## WORK REQUEST
Scan the records below and report how many lines include the string "paths"; the number alone will do.

SOURCE DATA START

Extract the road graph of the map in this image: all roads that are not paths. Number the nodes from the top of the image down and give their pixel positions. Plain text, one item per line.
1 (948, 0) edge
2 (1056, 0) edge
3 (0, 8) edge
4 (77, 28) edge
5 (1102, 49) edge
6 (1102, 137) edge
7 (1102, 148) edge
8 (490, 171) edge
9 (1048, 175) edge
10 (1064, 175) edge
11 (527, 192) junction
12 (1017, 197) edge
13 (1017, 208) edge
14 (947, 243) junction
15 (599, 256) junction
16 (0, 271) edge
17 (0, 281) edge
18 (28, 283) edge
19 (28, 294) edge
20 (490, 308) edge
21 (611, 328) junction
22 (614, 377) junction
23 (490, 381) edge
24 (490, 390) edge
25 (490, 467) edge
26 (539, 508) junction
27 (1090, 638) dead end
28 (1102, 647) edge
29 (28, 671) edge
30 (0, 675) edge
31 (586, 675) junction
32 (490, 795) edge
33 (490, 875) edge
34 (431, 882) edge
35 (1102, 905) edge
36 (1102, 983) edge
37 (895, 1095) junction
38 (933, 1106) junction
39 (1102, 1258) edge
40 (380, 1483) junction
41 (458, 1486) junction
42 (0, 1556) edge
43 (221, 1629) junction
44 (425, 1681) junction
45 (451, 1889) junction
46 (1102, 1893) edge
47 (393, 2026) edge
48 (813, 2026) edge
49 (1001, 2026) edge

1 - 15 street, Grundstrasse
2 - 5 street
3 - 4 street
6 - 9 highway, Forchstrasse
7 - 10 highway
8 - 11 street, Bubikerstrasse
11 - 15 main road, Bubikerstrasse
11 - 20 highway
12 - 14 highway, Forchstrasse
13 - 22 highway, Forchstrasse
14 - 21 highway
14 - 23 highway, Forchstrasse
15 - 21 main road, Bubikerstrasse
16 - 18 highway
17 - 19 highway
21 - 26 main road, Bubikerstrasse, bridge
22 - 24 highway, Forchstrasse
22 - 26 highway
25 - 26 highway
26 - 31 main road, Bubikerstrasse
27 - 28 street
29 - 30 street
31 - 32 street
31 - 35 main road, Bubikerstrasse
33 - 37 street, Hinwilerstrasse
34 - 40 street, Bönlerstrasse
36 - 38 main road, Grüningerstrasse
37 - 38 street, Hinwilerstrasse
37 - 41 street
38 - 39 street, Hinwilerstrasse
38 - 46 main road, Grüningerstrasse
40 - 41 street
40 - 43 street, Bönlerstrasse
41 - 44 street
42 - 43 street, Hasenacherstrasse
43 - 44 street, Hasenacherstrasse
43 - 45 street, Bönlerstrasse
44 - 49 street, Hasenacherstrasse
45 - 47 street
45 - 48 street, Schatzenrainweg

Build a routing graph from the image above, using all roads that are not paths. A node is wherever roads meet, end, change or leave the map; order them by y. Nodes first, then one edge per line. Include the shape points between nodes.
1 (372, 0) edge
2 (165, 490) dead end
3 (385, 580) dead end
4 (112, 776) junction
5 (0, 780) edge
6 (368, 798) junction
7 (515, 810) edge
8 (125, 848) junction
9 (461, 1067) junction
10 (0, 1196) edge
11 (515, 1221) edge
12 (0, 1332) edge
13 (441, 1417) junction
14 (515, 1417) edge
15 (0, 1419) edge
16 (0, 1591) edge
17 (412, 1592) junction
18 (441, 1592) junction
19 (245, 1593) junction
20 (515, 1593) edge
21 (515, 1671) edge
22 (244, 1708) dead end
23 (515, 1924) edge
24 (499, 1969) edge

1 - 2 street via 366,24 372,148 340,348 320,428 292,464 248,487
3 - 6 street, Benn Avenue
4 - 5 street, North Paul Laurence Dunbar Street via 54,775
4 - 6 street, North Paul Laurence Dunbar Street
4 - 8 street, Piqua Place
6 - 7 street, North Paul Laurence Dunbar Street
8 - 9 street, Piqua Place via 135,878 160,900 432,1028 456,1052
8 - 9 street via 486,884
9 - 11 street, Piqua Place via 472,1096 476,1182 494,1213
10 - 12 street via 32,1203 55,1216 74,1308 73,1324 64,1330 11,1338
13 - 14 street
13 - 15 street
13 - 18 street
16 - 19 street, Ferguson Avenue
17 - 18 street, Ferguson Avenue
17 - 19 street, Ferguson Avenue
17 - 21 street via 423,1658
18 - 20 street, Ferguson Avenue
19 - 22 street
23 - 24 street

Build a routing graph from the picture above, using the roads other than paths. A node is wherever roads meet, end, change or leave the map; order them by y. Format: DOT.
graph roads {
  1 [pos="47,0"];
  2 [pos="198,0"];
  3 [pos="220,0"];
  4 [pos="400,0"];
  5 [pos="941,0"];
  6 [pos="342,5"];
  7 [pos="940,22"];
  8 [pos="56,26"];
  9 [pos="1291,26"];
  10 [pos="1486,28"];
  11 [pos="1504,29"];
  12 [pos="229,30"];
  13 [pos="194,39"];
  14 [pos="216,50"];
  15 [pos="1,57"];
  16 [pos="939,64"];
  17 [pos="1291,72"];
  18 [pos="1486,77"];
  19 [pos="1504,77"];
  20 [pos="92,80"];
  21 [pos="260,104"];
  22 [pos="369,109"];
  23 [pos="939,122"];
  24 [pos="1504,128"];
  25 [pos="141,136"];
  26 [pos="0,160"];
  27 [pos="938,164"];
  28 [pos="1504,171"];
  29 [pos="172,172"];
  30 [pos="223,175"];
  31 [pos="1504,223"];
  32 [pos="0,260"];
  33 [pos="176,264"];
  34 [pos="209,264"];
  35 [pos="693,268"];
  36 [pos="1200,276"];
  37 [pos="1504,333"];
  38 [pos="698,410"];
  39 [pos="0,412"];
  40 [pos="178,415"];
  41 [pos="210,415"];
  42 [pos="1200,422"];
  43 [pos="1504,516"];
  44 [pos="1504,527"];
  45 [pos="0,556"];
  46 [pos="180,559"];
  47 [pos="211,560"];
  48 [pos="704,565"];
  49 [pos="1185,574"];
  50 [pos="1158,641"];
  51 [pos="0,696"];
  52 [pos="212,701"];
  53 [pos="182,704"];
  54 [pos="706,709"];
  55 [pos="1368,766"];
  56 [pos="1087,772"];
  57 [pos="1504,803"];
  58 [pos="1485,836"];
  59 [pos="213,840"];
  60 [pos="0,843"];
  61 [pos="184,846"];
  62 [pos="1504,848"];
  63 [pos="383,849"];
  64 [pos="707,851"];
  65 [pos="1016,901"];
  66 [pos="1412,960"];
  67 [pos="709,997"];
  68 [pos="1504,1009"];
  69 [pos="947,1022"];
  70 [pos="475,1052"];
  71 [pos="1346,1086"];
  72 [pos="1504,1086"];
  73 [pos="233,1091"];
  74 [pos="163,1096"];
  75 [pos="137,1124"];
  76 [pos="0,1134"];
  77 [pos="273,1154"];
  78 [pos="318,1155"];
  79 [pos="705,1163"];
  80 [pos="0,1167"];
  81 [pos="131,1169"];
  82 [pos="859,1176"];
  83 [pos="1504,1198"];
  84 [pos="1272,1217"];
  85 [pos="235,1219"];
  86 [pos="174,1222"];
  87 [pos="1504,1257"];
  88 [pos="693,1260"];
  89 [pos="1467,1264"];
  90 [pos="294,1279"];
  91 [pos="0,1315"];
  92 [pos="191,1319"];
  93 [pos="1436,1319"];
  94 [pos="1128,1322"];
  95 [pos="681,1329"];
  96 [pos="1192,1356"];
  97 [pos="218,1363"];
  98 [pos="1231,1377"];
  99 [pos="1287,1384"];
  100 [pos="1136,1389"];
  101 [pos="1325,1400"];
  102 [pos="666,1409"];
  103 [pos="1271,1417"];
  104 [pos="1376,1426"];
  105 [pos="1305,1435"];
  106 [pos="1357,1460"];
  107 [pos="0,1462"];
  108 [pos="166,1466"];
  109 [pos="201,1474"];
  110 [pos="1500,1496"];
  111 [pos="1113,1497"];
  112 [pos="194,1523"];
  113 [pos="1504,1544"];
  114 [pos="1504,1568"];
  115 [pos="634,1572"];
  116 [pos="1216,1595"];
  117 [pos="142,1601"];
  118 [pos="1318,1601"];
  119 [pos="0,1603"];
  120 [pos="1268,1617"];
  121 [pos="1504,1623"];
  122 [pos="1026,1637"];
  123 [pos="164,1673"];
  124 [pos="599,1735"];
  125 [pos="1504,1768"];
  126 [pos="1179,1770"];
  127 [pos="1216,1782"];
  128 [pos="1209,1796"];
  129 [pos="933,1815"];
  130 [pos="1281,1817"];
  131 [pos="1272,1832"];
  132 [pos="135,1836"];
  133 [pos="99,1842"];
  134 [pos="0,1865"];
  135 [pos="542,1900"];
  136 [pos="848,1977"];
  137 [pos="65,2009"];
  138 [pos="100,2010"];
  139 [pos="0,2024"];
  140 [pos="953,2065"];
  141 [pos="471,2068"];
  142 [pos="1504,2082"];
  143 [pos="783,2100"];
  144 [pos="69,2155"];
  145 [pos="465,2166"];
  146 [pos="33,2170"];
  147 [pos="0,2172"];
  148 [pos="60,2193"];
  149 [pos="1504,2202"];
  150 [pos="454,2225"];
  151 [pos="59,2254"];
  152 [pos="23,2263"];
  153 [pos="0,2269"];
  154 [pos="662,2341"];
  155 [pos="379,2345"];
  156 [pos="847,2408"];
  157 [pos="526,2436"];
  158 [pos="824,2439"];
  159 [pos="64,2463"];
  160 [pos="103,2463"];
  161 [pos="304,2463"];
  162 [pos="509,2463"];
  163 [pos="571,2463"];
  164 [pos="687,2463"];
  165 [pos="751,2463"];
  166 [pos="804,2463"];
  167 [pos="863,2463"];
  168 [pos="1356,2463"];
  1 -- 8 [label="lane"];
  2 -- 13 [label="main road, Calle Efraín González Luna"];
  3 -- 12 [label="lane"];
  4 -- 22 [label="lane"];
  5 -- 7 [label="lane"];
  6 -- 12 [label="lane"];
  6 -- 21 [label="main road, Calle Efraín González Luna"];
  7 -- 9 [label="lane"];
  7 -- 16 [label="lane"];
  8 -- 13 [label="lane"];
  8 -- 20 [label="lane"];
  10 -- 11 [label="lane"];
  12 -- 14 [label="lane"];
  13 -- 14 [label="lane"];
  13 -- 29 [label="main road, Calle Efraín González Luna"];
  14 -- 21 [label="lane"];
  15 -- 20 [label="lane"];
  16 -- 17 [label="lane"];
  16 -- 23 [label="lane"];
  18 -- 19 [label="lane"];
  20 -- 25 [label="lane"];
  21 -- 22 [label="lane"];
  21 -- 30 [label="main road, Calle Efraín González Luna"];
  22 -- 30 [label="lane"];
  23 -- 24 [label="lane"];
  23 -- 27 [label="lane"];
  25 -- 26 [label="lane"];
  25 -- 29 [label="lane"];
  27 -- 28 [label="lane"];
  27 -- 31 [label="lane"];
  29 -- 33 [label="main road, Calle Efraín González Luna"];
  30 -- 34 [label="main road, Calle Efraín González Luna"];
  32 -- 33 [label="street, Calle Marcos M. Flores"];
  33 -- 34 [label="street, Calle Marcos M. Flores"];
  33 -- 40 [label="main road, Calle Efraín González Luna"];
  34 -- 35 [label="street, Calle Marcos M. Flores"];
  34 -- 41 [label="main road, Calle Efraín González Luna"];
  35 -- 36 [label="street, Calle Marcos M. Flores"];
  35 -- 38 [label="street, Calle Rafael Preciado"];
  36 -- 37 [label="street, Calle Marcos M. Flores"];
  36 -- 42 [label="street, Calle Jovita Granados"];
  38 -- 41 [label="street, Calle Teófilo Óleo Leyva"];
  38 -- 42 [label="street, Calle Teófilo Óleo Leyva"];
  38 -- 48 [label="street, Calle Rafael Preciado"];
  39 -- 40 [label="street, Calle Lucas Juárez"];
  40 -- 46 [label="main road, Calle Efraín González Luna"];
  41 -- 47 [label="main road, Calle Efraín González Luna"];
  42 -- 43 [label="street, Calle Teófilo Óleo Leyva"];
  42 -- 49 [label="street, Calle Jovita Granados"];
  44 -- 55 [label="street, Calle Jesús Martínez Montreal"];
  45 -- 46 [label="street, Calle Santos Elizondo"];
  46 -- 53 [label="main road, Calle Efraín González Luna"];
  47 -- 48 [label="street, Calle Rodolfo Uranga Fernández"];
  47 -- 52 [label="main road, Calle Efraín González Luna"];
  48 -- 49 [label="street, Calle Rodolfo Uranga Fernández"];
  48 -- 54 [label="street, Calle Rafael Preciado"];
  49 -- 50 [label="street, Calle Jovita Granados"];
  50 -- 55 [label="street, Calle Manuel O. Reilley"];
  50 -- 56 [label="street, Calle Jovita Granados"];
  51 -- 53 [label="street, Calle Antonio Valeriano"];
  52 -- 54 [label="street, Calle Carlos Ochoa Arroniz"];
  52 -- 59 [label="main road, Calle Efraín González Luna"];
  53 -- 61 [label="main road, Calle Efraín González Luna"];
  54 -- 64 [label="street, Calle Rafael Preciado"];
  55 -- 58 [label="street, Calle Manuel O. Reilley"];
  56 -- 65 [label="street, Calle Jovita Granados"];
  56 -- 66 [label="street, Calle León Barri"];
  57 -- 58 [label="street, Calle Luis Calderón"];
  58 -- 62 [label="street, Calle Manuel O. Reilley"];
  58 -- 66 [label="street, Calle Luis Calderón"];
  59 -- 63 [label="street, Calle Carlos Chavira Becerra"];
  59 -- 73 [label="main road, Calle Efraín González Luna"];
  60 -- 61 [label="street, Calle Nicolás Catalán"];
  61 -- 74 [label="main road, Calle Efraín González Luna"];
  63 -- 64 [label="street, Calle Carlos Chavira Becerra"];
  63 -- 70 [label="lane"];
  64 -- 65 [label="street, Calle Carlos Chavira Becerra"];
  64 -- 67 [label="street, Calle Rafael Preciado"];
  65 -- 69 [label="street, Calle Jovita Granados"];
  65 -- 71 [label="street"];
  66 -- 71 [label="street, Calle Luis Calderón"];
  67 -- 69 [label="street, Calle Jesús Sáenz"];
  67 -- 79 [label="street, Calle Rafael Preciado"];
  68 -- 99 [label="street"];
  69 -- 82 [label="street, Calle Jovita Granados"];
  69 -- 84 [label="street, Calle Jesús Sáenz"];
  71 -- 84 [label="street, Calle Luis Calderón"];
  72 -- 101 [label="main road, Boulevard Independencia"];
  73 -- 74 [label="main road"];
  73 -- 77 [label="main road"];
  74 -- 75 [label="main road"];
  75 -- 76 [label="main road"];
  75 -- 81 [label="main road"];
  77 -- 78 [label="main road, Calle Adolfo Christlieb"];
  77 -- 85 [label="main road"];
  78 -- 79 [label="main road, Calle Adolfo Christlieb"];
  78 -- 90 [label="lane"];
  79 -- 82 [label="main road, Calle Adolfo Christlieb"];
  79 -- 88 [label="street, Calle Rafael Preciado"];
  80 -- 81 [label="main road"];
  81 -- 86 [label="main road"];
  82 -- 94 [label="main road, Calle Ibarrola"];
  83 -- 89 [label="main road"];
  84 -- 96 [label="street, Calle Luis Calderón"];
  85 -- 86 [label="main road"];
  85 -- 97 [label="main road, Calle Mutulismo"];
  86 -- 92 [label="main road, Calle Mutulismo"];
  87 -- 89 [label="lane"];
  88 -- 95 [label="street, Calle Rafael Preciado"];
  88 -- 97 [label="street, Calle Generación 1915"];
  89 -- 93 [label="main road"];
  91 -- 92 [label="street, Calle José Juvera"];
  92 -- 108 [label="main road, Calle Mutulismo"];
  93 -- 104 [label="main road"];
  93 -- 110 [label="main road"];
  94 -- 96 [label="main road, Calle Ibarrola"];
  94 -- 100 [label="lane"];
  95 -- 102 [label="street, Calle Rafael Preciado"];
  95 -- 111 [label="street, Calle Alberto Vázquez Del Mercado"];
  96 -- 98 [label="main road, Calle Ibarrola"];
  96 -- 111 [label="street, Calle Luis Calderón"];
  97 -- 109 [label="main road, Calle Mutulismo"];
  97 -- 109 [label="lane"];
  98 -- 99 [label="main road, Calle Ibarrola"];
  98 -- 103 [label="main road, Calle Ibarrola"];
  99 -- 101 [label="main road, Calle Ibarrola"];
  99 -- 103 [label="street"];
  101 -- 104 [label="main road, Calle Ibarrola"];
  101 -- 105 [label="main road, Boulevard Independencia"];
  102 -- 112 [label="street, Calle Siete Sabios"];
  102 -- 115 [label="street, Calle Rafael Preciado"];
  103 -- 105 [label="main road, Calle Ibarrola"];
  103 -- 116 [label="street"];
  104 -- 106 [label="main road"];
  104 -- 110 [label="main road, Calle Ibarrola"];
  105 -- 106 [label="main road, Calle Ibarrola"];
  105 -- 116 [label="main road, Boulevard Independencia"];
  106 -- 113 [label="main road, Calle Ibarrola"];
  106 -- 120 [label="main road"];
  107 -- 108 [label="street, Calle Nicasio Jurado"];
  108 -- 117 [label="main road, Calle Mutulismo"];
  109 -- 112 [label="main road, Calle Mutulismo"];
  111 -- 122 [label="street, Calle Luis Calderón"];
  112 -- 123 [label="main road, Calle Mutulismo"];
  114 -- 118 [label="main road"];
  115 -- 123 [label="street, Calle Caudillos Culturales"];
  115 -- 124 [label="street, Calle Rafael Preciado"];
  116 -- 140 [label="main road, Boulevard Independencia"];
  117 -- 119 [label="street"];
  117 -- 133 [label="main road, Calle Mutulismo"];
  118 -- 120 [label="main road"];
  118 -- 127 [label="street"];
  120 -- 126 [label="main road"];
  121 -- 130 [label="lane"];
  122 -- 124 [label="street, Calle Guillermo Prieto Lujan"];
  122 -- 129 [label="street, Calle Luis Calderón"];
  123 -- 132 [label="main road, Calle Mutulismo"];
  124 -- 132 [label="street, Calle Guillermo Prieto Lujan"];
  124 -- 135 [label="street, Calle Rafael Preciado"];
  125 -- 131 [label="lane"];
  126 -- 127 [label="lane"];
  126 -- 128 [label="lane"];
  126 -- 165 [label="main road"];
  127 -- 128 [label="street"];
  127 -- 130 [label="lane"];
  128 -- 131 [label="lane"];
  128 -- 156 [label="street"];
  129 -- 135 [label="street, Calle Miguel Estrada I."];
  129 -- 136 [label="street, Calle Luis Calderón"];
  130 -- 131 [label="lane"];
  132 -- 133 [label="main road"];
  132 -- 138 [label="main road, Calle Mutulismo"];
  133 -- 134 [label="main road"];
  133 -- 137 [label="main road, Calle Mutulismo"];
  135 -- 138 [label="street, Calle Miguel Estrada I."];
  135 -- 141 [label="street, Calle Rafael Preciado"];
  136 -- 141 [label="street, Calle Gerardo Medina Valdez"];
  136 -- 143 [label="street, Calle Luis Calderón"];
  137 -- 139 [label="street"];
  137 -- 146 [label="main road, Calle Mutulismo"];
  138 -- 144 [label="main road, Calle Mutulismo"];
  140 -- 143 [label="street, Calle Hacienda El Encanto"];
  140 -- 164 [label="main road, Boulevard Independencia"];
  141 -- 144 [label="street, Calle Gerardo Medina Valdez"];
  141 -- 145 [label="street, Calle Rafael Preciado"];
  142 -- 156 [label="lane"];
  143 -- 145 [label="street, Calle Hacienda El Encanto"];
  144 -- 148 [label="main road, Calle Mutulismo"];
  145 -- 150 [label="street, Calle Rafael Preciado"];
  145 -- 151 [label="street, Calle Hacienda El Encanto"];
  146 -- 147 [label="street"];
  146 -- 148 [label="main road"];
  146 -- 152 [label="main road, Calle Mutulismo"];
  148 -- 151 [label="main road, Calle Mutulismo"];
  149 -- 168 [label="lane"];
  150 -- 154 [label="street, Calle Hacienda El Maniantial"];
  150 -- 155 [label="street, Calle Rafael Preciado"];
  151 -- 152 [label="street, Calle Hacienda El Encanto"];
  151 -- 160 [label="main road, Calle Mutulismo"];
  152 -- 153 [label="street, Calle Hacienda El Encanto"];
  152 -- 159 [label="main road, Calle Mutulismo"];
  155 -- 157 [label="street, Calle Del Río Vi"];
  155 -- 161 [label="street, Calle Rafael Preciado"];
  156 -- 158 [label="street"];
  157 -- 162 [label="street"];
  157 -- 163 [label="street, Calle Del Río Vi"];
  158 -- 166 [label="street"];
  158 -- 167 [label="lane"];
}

SOURCE DATA END

## TASK ANSWER
3